Elena, la madre de Lucía, no apartaba los ojos del cuello de Samuel. Su respiración se había vuelto un silbido errático y sus dedos, pálidos y temblorosos, señalaban una pequeña marca de nacimiento, una mancha oscura en forma de media luna, justo detrás de la oreja derecha del joven.

—Madre, ¿qué te pasa? Estás asustando a todos —susurró Lucía, sintiendo un frío repentino que le recorría la espalda. Intentó sostener a su madre por los hombros, pero la mujer parecía de piedra, anclada a un horror que solo ella comprendía.

Samuel, confundido y con una sonrisa que se iba desvaneciendo poco a poco, dio un paso hacia atrás.

—Señora Elena, ¿se siente bien? Soy yo, Samuel… el hombre que ama a su hija —dijo él, tratando de recuperar la compostura, aunque el miedo empezaba a asomarse en sus ojos color café.

Elena soltó un alarido que no parecía humano. Se llevó las manos a la cabeza, tirando de su propio cabello, mientras las lágrimas empezaban a surcar su rostro maquillado para la ocasión. Los invitados, elegantes y perfumados, se quedaron en un silencio sepulcral, observando cómo la anfitriona de la fiesta se desmoronaba.

—Esa marca… —logró articular Elena entre sollozos—. Ese lunar… yo lo besé mil veces antes de que te llevaran. ¡Yo lo dibujé en mis sueños cada noche durante casi treinta años!

Lucía sintió que el suelo se movía bajo sus pies. Miró a Samuel y luego a su madre. Un pensamiento absurdo, una idea tan oscura que no se atrevía a nombrar, empezó a tomar forma en su mente.
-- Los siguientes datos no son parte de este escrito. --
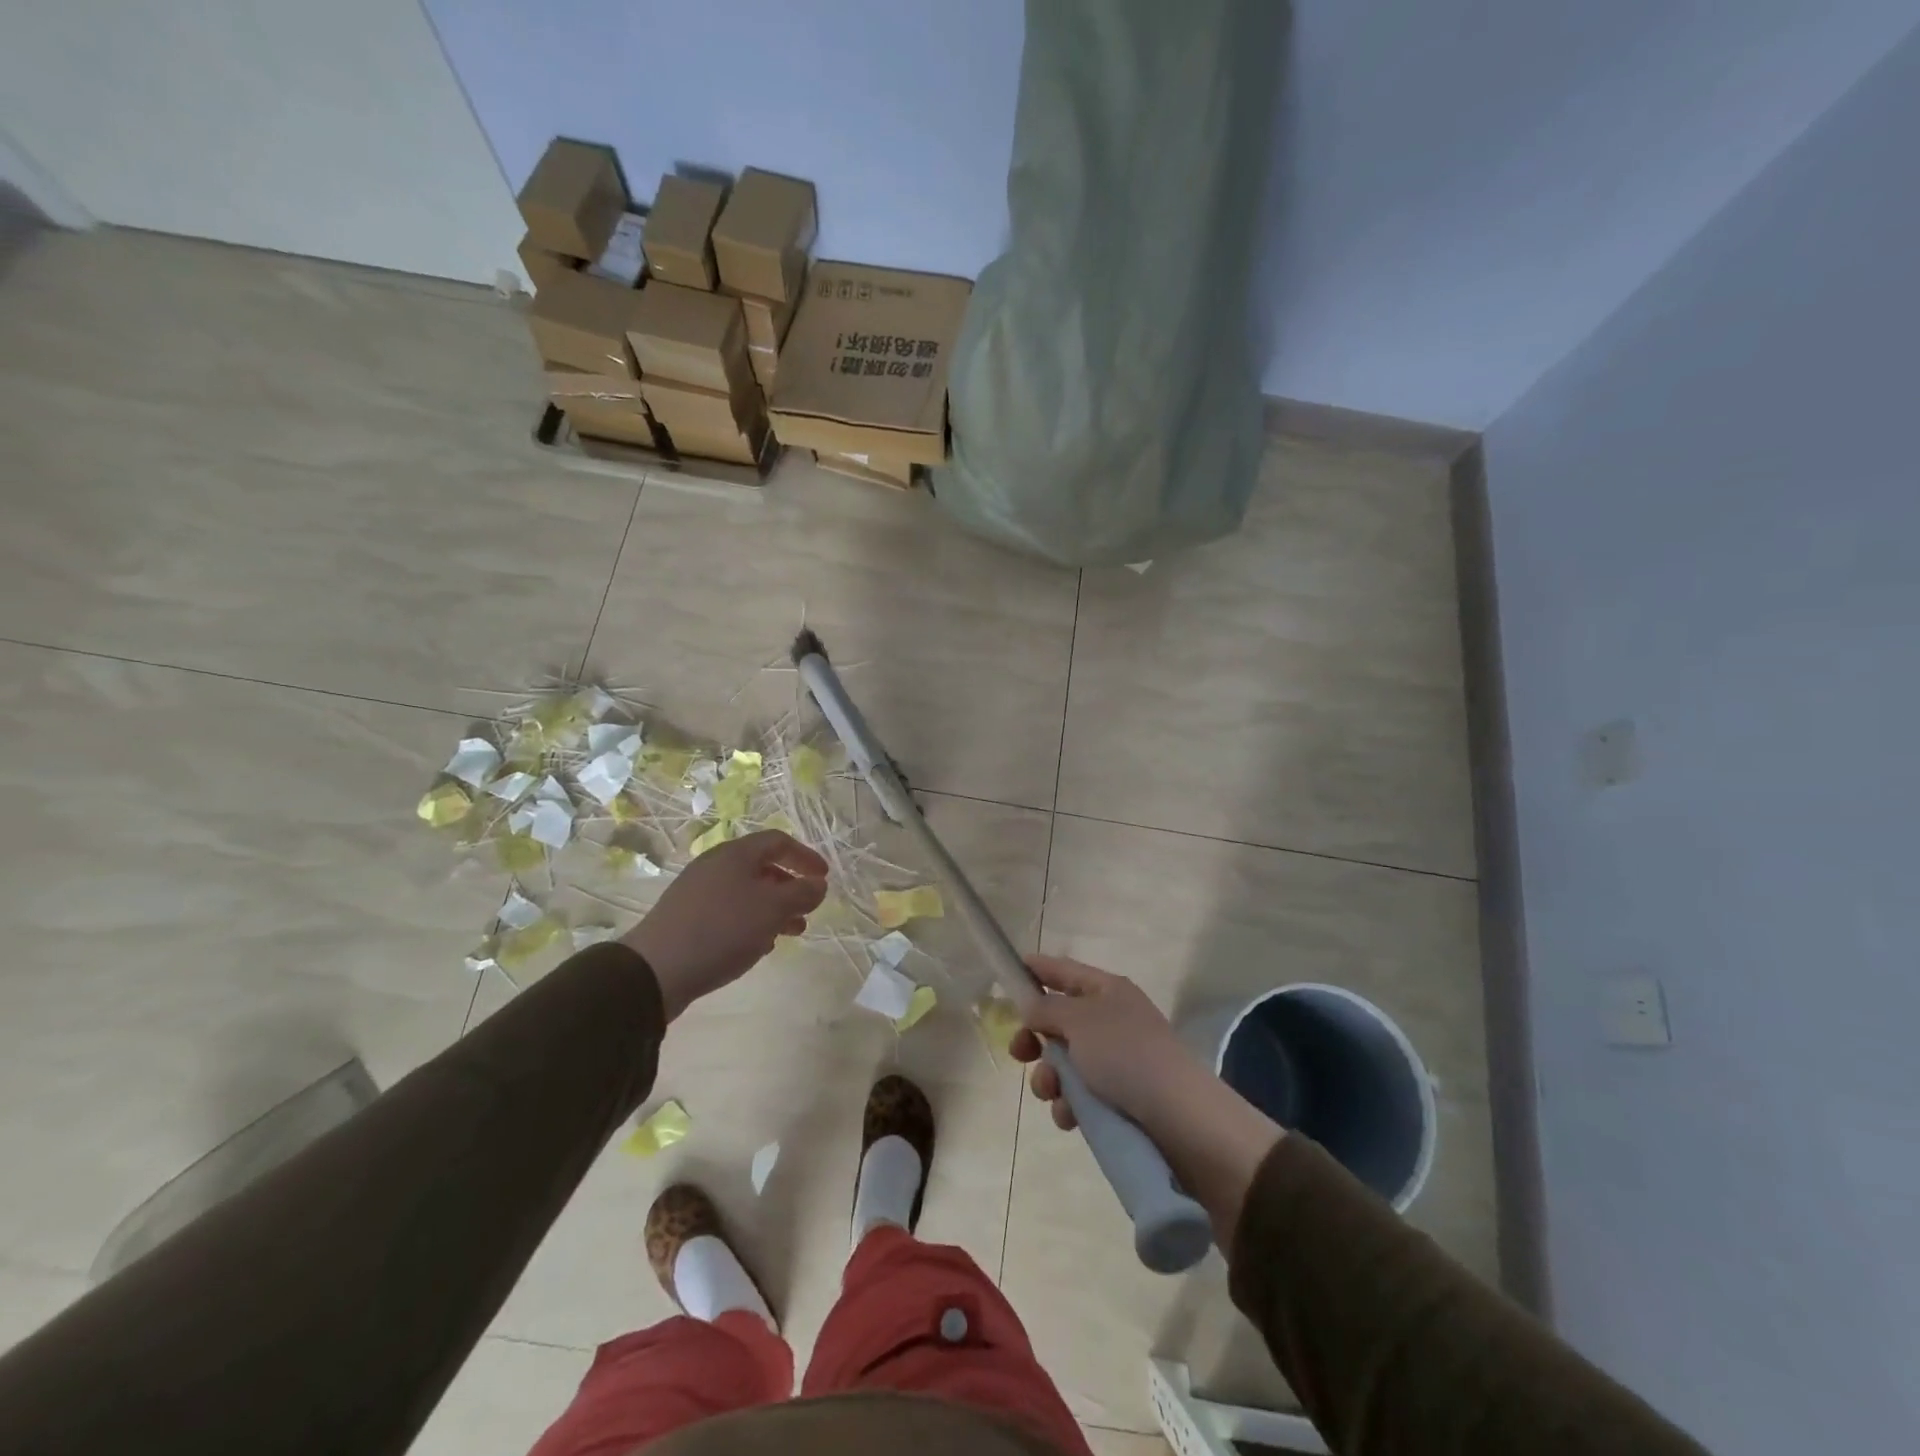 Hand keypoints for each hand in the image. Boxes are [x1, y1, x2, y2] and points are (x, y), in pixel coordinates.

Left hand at [622, 830, 827, 1019]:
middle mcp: (715, 865)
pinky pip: (729, 912)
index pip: (778, 841)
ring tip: (790, 933)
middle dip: (790, 888)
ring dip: (773, 909)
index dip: (805, 857)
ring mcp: (698, 892)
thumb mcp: (773, 909)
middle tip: (808, 910)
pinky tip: (757, 946)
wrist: (656, 969)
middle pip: (762, 867)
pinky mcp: (687, 918)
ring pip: (746, 893)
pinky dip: (750, 923)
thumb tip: (818, 884)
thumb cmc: (723, 929)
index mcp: (736, 854)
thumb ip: (802, 893)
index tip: (824, 878)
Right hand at [1010, 955, 1200, 1130]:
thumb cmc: (1125, 1054)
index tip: (1010, 970)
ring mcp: (1117, 1060)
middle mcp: (1112, 1020)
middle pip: (1060, 1021)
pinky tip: (1070, 1116)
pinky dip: (1069, 1104)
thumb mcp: (1079, 1021)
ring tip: (1051, 1092)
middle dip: (1035, 1037)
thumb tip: (1031, 1007)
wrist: (1180, 1117)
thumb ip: (1046, 1009)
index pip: (1065, 971)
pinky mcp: (1119, 1099)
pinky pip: (1080, 1095)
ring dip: (1049, 1077)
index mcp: (1107, 991)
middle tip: (1019, 1053)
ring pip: (1065, 1062)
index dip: (1038, 968)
—¿De qué estás hablando, mamá? —preguntó Lucía con la voz quebrada—. Samuel es huérfano. Él creció en un hogar de paso en el sur. No tiene familia… por eso nosotros somos su familia ahora.

Elena negó con la cabeza frenéticamente. Se acercó a Samuel, ignorando el espacio personal, y con manos febriles le apartó el cabello para ver de cerca aquella mancha. El joven se quedó paralizado, dejando que la mujer lo inspeccionara como si fuera un objeto sagrado o maldito.

—No eres huérfano porque tus padres te abandonaran —gritó Elena, cayendo de rodillas frente a él—. Te arrebataron de mis brazos en aquel mercado de la capital. Tenías apenas tres meses. Te busqué… ¡Dios mío, te busqué hasta perder la razón!

Samuel palideció tanto que Lucía temió que se desmayara. Él siempre había llevado ese lunar como una curiosidad, algo que lo hacía único. Nunca imaginó que esa pequeña mancha en su piel fuera el mapa de una tragedia.

—Señora, debe haber un error —dijo Samuel con la voz temblorosa—. Mi acta de nacimiento…

—¡Es falsa! —interrumpió Elena, agarrando las manos de Samuel con desesperación—. Te robaron, hijo mío. Te robaron y te vendieron, o te dejaron a tu suerte. Pero yo nunca dejé de ser tu madre. Esa marca no miente. Tu nombre original era Mateo… Mateo.

Lucía retrocedió, chocando contra una de las mesas decoradas con flores blancas, el color de la pureza que ahora se sentía como una burla. El aire en el salón se volvió denso, irrespirable.

—Si él es Mateo… —balbuceó Lucía, llevándose las manos a la boca mientras el estómago se le revolvía—. Si él es el bebé que perdiste antes de que yo naciera… entonces…

El silencio que siguió fue más doloroso que cualquier grito. Lucía miró al hombre al que le había entregado su corazón, el hombre con el que había compartido sueños, promesas y una intimidad que ahora quemaba como ácido en su memoria.

Samuel la miró a ella, y en sus ojos vio el mismo horror reflejado. No era solo la sorpresa de encontrar a una madre perdida; era la comprensión devastadora de que el amor de su vida era, por derecho de sangre, su propia hermana.